There are a family of coupling reactions in which a organometallic reagent (typically a Sn, B, Zn or Mg reagent) is treated with an electrophile (usually an iodide, bromide, or triflate) in the presence of a Pd catalyst, to form cross-coupled products. These reactions are of such importance that each of the organometallic reagent couplings is a separate name reaction, organostannane couplings are Stille reactions, organoborane couplings are Suzuki reactions, organozinc couplings are Negishi reactions, and organomagnesium couplings are Kumada reactions.
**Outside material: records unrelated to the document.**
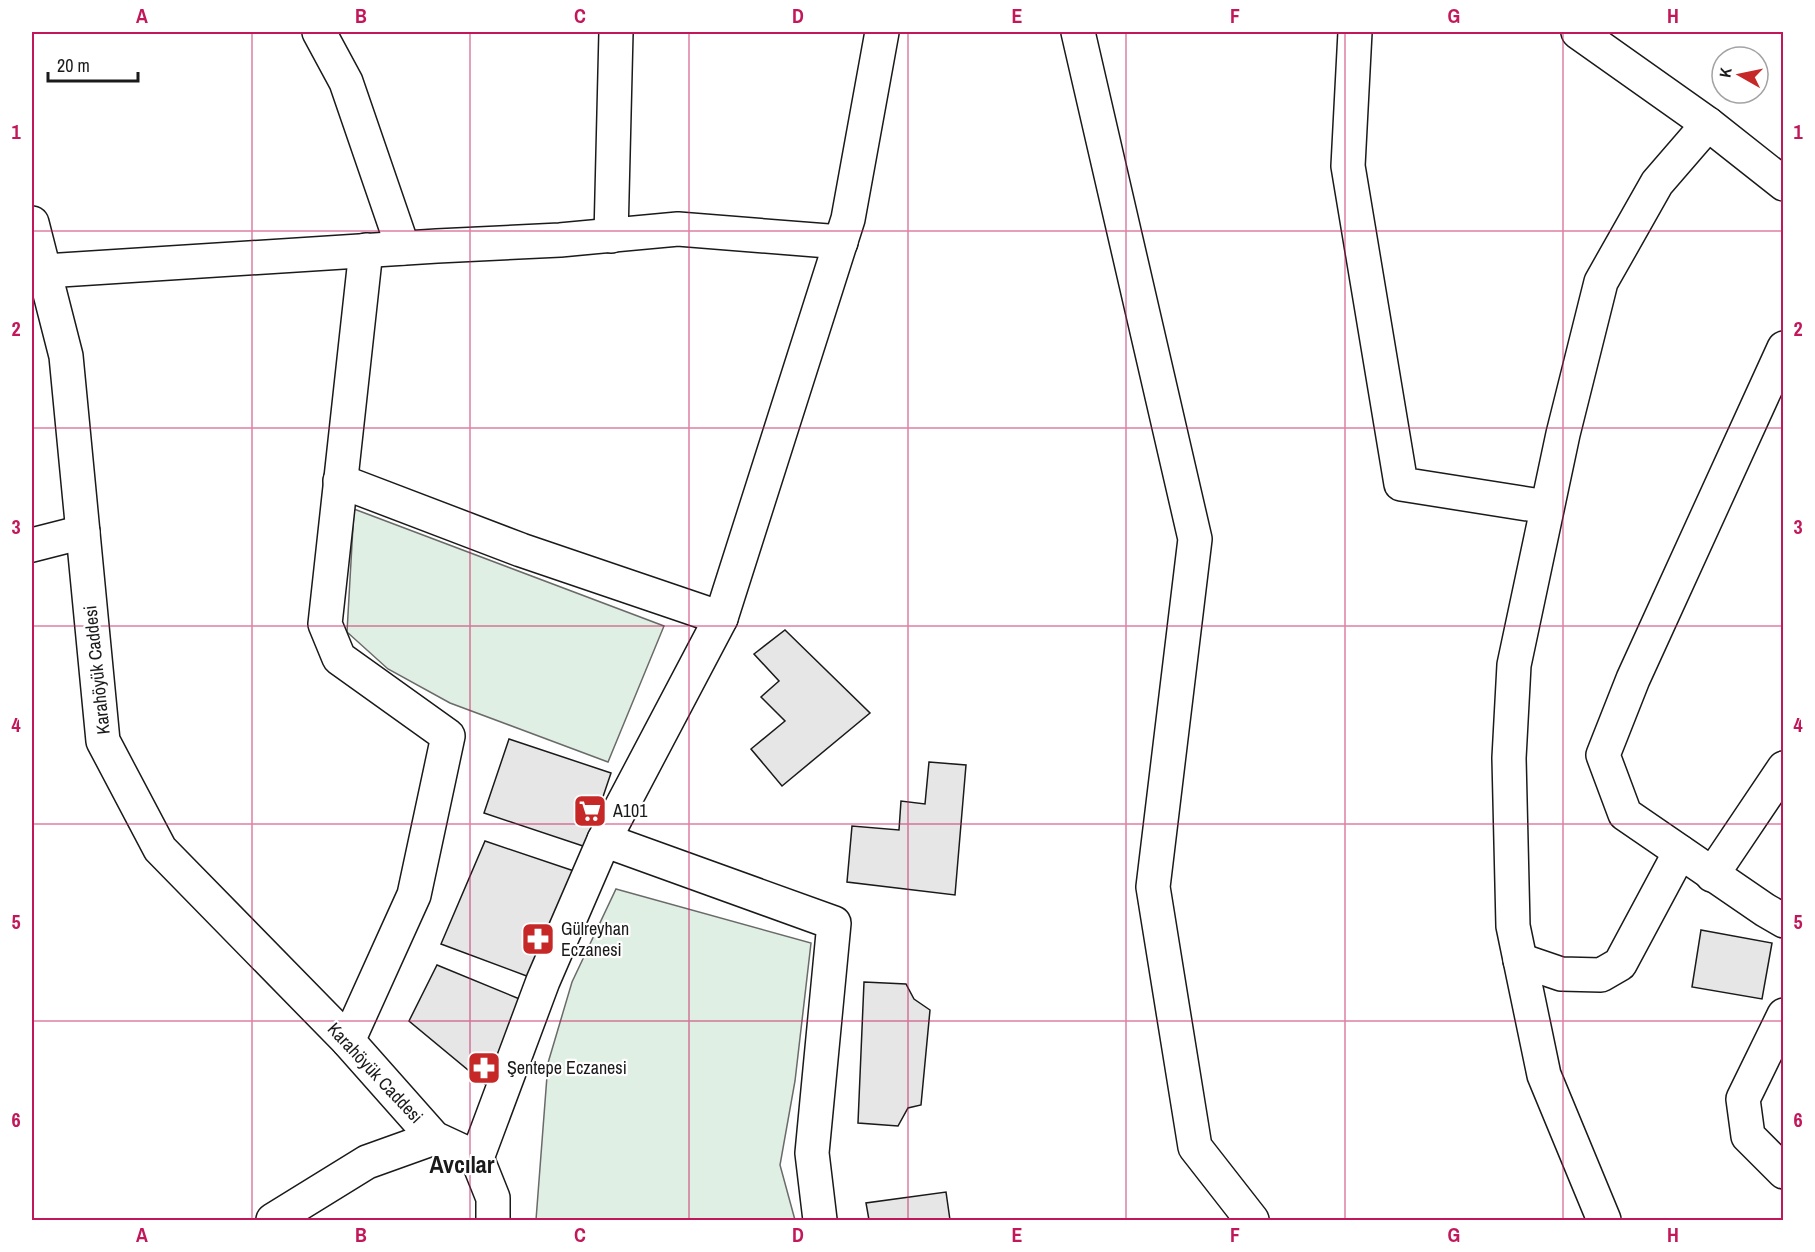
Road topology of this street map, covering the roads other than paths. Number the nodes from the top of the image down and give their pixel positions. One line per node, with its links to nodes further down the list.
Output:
1 (319, 32): 12 (street)
2 (616, 32): 10 (street)
3 (882, 32): 11 (street)
4 (1078, 32): 35 (street)
5 (1355, 32): 17 (street)
6 (1578, 32): 7 (street)
7 (1708, 124): 8 (street); 17 (street)
8 (1784, 184)
9 (32, 223): 14 (street, Karahöyük Caddesi)
10 (611, 236): 11 (street); 12 (street)
11 (841, 242): 20 (street)
12 (403, 248): 13 (street)
13 (366, 250): 14 (street); 16 (street)
14 (45, 271): 18 (street, Karahöyük Caddesi)
15 (1784, 348): 23 (street)
16 (340, 481): 20 (street); 28 (street)
17 (1547, 507): 26 (street)
18 (83, 532): 19 (street); 28 (street, Karahöyük Caddesi)
19 (32, 545)
20 (721, 618): 22 (street)
21 (1784, 768): 24 (street)
22 (604, 840): 30 (street); 34 (street)
23 (1680, 852): 24 (street); 26 (street)
24 (1713, 875): 25 (street)
25 (1784, 921)
26 (1520, 960): 36 (street)
27 (1784, 1015): 31 (street)
28 (348, 1041): 29 (street, Karahöyük Caddesi)
29 (435, 1138): 30 (street, Karahöyük Caddesi); 32 (street)
30 (477, 1158): 33 (street)
31 (1784, 1173)
32 (273, 1221)
33 (493, 1221)
34 (820, 1221)
35 (1252, 1221)
36 (1604, 1221)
Mechanism: All of these reactions proceed by a common mechanism. The process is initiated by reaction of the Pd(0) species with the halide to form a Pd(II) alkyl iodide (Pd(0) should be considered a nucleophile, and a reducing reagent, much in the way Mg° is in the formation of a Grignard reagent). After this oxidative addition the Pd(II) species (which is now a Pd electrophile) performs a transmetalation on the organometallic component -- a Pd/Sn, Pd/B or Pd/Zn exchange -- to form a diorganopalladium (II) intermediate. This species then undergoes a reductive elimination to form the C-C bond, and return the catalyst to the Pd(0) oxidation state. If a Pd-catalyzed cross-coupling is performed under a CO atmosphere then there may be a C=O insertion, such that both fragments become substituents on a ketone (carbonylative coupling).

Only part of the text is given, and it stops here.